**WHAT TO WORK ON**
Write out the data word for word and omit every picture.

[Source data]

* * *

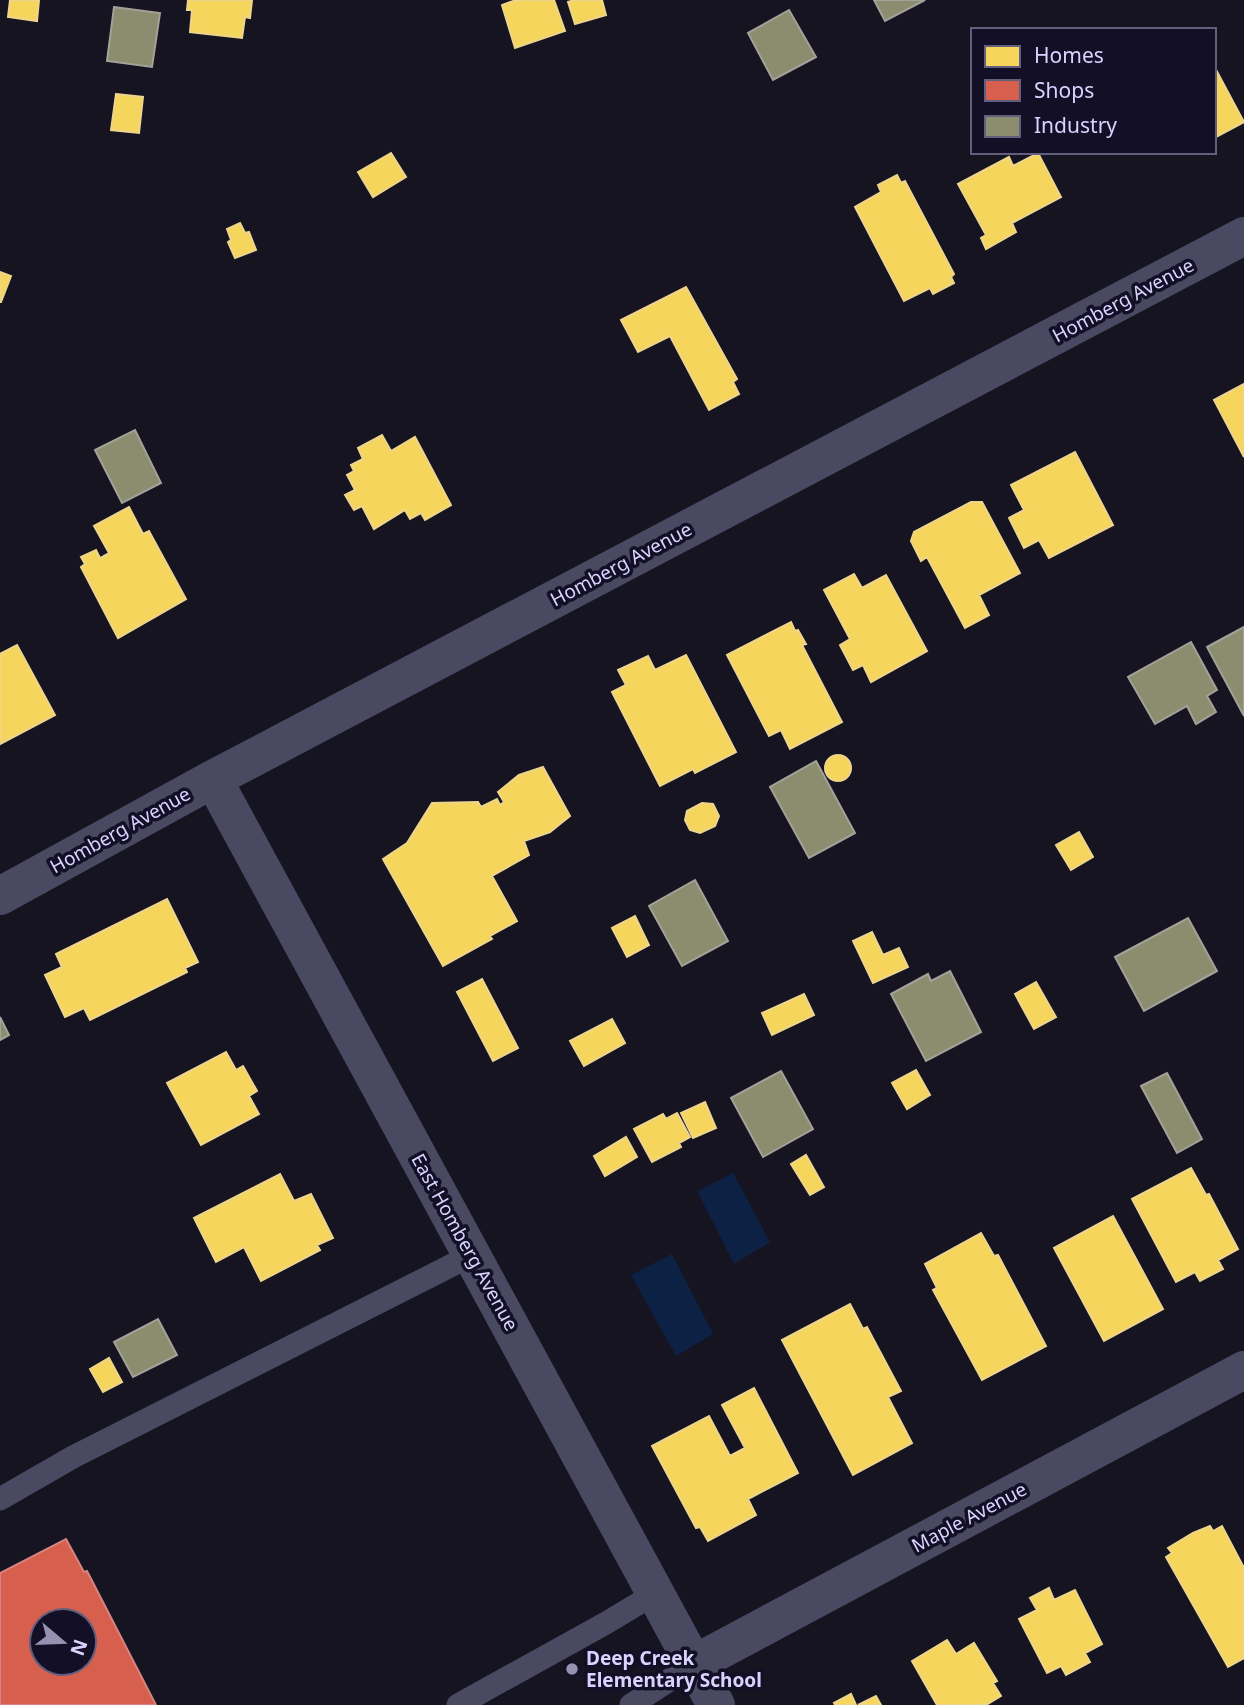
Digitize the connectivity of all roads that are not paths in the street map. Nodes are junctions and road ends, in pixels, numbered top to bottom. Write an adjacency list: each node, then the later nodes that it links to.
1 (1244, 236): 2 (street, Homberg Avenue)
2 (213, 779): 3 (street, Homberg Avenue); 4 (street, East Homberg Avenue)
3 (0, 896)
4 (471, 1255): 6 (lane); 7 (street, East Homberg Avenue)
5 (1244, 1370): 8 (street, Maple Avenue)
6 (0, 1499)
7 (656, 1593): 8 (street, East Homberg Avenue); 9 (lane)
8 (694, 1664): 10 (lane); 11 (street, East Homberg Avenue)
9 (458, 1705)
10 (631, 1705)
11 (716, 1705)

* * *

**FINISHED TASK**
Digitize the connectivity of all roads that are not paths in the street map. Nodes are junctions and road ends, in pixels, numbered top to bottom. Write an adjacency list: each node, then the later nodes that it links to.
1 (1244, 236): 2 (street, Homberg Avenue)
2 (213, 779): 3 (street, Homberg Avenue); 4 (street, East Homberg Avenue)
3 (0, 896)
4 (471, 1255): 6 (lane); 7 (street, East Homberg Avenue)
5 (1244, 1370): 8 (street, Maple Avenue)
6 (0, 1499)
7 (656, 1593): 8 (street, East Homberg Avenue); 9 (lane)
8 (694, 1664): 10 (lane); 11 (street, East Homberg Avenue)
9 (458, 1705)
10 (631, 1705)
11 (716, 1705)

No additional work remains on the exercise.